去る10月16日、朝日新聞は社会面に《「店に毒入り菓子」脅迫状》という6段の大きな記事を掲載した。朝日ほど大きな記事ではないが、他紙も「毒入り菓子ばらまく」(産経新聞)などこの件を報道した。玩具つき菓子「ボイコレ 黒子のバスケウエハース2」に毒物を混入したという脅迫状がセブンイレブン・ジャパンなどに届いており、それを受けてセブンイレブンは、15日にその菓子を店頭から撤去した、という報道だった。 

脅迫犯は、セブンイレブンのほかにサークルKサンクスや製造元のバンダイなどにも脅迫状を送っているという。そして、その犯行声明を多くのマスコミにも送っていた。消印は12日から13日にかけてだった。

さらに周到な犯人は、それらの犯行声明を新聞・テレビが報道しない可能性をも考えたらしい。そして各所に送った脅迫状一式を『創』に送り、マスコミが黙殺するならそれらを公表してほしいと依頼してきたのだった。

周知のように、かつてグリコ森永事件の時に、マスコミが報道協定を結んで報道しなかった脅迫事件を『噂の真相』(既に休刊)がすっぱ抜いたことがあり、それをイメージしたのだろう。『創』あての今回の手紙は《「噂の真相」が亡くなった今はもうお前らしかおらへんのや 頼んだで》と結ばれていた。

しかし、実際には『創』にそれが届いた翌日、菓子が店頭から撤去された事態を受けて、全国紙などが報道に踏み切ったのだった。

「黒子のバスケ」の作者に恨みがあるという人物からの脅迫状は、昨年10月以来、その作品に関わりのあるところへ何度か送られていた。「黒子のバスケ」関連イベントの会場などに脅迫状が送られたため、同人誌即売会などのイベントが次々と中止になるという深刻な事態も起きていた。そして今回、脅迫の対象が拡大、コンビニの店頭から関連商品が撤去されるという、さらに深刻な事態が引き起こされたのだった。

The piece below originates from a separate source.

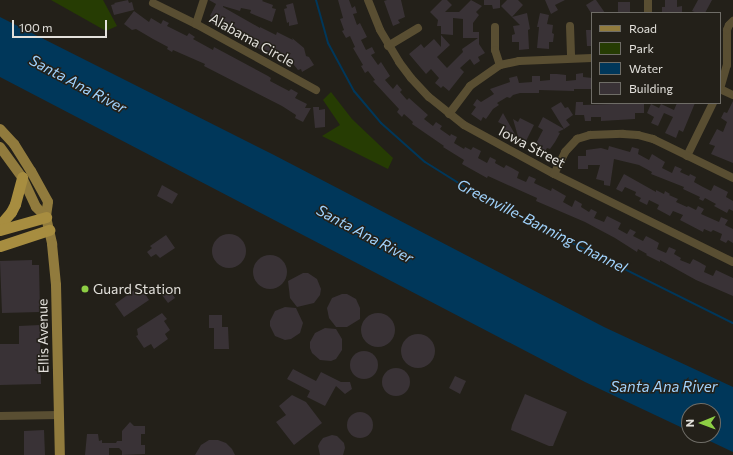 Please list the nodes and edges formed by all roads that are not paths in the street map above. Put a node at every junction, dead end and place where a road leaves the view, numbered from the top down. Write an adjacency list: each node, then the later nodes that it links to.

マスコミが報道し、騒ぎが大きくなれば、犯人たちの思うつぼで、模倣犯による犯行も予想されることから、新聞・テレビの報道は抑制的だったが、今回、朝日新聞が大きく報じたのは、一般消費者も巻き込む形に騒動が拡大したためだろう。実際に犯行声明とともに送られた菓子から毒物は今のところ検出されていないが、食品の安全に関わるだけに影響の大きさはかなりのものだ。

さて、事件の経緯は今後、月刊『創』で報じていく予定だが、ここで一報を掲げておきたいと思ったのは、犯人からの犯行声明文や、『創』あてのメッセージにいろいろ興味深い部分があったからだ。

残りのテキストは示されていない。